Battie said:
I consider myself an open minded person, and I can accept new ideas about the Christian faith. But deep inside, I keep thinking, I was so wrong about Genesis. Could I be wrong about the whole thing?
It isn't accepting evolution that's hurt my faith; it's the fact that I was convinced that I had to reject it to make things work.
I can't really describe the turmoil this whole thing has caused in me, but all I can say, again, is that it hurts.
And you are far from the only person who has felt this pain. Some of the most bitter and militant atheists I have come across are those who abandoned, not only YECism, but Christianity because of their disillusionment.
I think it is good that you are asking if you could be wrong about the whole thing. One of the big influences on my thinking was Soren Kierkegaard and other theistic existentialists like Martin Buber and Gabriel Marcel.
They opened up my understanding that Christian life must be lived in the awareness that we do have it all wrong. But in faith and trust we commit ourselves to God and the way of Jesus anyway. Kierkegaard compares faith to being suspended above 10,000 fathoms of water and deciding to take the plunge without any assurance that God will be there to hold us up.
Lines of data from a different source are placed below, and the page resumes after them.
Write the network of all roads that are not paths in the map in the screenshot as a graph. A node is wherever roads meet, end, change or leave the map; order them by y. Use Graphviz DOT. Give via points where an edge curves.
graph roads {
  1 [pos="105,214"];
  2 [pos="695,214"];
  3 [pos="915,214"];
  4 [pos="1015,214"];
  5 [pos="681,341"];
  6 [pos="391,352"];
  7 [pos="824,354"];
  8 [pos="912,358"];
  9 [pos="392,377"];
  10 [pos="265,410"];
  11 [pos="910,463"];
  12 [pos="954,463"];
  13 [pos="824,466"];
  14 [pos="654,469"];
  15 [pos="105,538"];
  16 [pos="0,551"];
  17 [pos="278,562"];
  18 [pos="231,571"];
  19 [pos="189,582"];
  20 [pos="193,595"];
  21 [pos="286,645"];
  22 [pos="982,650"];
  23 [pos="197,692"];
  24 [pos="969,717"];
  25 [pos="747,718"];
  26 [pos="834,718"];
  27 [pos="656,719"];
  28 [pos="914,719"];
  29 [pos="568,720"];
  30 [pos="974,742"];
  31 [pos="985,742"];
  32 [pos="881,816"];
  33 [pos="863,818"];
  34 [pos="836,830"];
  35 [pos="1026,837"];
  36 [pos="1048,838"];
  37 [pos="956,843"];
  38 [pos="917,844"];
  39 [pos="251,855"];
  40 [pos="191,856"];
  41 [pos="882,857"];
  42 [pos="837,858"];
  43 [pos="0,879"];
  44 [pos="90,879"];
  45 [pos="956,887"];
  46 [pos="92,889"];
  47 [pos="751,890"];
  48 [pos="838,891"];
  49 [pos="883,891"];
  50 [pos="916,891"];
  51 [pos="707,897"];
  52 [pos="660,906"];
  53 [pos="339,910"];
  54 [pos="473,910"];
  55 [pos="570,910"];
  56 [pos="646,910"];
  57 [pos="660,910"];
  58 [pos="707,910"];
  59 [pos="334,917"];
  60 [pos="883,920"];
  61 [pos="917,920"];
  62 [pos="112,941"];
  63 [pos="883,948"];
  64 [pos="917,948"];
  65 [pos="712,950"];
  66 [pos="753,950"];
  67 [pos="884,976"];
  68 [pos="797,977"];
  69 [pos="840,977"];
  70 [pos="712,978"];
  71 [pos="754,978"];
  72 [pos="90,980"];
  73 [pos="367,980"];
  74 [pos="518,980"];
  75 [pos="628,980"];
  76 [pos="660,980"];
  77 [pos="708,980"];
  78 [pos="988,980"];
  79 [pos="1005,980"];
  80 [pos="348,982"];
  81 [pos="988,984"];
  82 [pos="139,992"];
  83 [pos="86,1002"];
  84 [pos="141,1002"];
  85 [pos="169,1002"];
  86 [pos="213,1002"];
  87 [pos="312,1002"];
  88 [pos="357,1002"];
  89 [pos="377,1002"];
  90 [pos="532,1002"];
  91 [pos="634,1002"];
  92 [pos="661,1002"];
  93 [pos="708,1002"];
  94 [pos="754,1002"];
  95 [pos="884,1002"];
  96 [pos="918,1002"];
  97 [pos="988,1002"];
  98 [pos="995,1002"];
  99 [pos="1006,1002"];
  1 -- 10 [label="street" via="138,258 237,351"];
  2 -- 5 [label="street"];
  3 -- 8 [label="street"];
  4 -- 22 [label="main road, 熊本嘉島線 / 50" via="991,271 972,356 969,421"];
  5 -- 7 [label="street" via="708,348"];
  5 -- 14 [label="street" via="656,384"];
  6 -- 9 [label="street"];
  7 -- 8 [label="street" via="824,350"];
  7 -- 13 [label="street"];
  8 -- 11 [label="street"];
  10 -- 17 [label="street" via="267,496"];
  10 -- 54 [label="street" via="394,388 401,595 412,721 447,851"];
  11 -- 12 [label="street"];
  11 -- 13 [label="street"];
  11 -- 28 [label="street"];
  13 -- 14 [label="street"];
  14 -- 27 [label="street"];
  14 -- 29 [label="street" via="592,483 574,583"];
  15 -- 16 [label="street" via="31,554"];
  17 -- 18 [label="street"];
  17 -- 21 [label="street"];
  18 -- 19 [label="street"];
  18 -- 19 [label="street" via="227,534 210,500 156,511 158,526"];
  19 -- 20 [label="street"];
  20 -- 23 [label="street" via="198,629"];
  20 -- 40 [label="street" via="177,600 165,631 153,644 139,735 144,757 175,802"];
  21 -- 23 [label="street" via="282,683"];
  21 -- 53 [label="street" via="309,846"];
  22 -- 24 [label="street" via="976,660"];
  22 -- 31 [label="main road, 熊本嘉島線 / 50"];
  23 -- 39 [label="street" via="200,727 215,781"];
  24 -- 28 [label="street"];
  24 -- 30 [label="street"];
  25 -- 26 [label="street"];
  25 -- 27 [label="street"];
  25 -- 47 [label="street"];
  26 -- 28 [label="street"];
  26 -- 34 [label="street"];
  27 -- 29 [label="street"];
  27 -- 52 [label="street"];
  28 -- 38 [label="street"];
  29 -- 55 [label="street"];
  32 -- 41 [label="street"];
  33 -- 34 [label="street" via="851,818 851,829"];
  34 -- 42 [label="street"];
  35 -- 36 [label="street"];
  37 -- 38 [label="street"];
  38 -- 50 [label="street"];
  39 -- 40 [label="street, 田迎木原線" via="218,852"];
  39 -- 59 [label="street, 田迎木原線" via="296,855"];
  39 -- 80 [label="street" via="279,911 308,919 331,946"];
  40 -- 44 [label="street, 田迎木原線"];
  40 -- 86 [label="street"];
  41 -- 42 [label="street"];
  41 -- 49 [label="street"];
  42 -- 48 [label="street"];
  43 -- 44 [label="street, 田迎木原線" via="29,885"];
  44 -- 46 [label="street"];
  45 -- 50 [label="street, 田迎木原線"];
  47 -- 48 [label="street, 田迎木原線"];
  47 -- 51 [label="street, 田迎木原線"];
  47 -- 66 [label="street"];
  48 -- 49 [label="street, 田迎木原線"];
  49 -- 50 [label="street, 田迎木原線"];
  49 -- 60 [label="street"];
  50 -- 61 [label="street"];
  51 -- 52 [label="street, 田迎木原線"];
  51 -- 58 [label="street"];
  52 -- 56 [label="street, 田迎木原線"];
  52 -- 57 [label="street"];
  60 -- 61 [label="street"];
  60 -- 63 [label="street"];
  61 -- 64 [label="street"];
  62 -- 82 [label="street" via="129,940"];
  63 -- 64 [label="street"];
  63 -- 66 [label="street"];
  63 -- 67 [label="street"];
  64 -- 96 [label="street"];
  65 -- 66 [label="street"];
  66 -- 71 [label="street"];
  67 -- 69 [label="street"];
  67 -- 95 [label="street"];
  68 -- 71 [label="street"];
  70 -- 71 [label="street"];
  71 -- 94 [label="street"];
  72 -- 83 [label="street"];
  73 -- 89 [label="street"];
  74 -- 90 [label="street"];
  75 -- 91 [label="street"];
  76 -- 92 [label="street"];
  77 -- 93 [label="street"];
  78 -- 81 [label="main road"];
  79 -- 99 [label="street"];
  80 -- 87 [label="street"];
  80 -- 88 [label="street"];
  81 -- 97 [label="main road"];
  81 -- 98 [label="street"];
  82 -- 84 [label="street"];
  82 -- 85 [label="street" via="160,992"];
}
Faith, by definition, is risky. We do risk having it all wrong.
The other thing the existentialists emphasized is that faith is less about having the facts right than about having the relationship right. I've just been reading a marvellous little book by Marcus Borg called
The Heart of Christianity. It is subtitled "Rediscovering a Life of Faith" and explores the question "How can we be passionate believers today?"
(Kierkegaard's great theme was about the passion of believing. He was disgusted by the comfortable non-committal Christianity of his generation that made no demands--intellectual, moral or otherwise.)
Borg contrasts what he calls the earlier paradigm of Christianity (the one most Protestants were raised in) with the emerging paradigm of Christianity. For me, reading this book brought back the excitement I felt in reading the existentialists and early presentations of this emerging paradigm by authors like John T. Robinson (
Honest to God).
I think you would find it very helpful, especially as Borg is not at all condemnatory of the earlier paradigm, recognizing that it has played an important role for good in the lives of millions of Christians.